#### Exercise brief:
Please report every line in the material below where the word "main" is found.

** Opening Raw data block **

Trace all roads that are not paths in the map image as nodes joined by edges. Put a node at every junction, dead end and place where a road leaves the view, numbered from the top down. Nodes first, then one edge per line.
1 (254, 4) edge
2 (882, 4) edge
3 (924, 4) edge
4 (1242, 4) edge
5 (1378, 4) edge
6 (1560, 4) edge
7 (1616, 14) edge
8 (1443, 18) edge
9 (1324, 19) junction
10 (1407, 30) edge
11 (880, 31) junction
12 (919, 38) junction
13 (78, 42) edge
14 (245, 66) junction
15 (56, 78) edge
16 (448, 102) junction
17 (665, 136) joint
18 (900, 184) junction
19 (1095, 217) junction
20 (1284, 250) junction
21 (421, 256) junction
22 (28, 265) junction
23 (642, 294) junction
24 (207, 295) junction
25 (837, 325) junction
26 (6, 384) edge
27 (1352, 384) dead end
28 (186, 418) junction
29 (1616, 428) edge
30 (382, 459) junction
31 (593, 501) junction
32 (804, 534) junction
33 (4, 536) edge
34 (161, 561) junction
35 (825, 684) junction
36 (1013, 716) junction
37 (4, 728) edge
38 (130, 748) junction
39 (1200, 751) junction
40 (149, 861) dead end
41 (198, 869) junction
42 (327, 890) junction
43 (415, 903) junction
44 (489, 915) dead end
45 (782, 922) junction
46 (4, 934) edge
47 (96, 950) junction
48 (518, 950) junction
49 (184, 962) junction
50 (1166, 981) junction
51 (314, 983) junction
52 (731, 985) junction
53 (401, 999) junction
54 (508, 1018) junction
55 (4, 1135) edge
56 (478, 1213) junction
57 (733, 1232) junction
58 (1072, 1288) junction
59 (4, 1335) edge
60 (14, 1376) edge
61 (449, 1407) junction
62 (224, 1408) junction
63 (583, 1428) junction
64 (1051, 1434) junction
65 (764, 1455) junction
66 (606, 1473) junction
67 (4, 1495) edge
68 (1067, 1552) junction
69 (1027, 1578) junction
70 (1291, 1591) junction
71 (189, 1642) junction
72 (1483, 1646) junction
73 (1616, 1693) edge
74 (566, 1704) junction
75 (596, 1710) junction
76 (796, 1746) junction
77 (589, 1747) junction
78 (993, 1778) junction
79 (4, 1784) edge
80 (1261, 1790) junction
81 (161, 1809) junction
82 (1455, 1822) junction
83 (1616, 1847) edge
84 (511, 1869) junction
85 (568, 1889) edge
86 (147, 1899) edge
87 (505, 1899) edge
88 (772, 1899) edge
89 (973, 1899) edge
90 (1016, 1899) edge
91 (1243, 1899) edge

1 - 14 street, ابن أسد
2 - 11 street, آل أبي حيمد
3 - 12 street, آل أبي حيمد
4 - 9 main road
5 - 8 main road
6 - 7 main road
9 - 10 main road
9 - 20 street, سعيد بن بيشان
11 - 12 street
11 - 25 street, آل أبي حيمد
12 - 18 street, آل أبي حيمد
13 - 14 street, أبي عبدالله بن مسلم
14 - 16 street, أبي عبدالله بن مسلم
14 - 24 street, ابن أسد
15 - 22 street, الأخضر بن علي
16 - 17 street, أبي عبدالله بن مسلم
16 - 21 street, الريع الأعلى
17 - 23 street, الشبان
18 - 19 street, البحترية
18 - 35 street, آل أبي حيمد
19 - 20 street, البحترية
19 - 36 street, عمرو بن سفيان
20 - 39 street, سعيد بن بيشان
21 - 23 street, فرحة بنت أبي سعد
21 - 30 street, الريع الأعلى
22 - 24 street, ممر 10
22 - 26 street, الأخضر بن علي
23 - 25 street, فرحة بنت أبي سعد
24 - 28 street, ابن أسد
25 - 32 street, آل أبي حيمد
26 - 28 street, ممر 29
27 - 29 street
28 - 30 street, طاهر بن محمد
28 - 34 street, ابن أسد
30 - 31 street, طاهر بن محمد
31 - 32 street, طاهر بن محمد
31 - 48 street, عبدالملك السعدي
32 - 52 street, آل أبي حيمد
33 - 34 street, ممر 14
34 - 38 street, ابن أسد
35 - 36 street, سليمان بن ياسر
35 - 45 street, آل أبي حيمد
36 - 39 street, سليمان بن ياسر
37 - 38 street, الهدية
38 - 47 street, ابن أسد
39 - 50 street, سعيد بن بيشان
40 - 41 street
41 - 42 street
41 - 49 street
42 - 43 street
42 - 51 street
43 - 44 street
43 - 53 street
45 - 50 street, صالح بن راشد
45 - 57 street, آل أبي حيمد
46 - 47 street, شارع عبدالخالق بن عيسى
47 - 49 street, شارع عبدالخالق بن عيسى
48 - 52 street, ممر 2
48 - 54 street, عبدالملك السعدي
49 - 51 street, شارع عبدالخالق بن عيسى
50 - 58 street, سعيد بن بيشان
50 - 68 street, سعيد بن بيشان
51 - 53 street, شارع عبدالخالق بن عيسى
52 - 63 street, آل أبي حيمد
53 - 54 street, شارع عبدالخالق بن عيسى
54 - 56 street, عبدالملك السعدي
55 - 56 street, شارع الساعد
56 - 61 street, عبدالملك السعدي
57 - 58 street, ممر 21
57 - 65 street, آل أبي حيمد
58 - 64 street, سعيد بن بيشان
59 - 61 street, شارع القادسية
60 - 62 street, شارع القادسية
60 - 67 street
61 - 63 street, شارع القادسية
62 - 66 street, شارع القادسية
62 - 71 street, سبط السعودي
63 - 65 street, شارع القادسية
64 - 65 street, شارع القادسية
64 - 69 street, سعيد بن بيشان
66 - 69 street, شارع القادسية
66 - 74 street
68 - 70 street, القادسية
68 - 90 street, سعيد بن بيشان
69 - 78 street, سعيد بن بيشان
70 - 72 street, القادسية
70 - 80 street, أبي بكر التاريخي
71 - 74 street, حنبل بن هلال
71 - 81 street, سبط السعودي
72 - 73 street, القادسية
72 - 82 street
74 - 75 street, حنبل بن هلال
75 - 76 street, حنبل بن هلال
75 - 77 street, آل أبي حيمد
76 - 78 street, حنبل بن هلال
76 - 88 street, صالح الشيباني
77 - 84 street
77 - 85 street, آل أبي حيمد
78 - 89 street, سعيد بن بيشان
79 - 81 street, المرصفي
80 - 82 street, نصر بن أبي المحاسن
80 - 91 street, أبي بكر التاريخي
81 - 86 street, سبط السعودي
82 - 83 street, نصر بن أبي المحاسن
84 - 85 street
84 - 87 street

** Closing Raw data block **

#### Result below:
4 - 9 main road
5 - 8 main road
6 - 7 main road
9 - 10 main road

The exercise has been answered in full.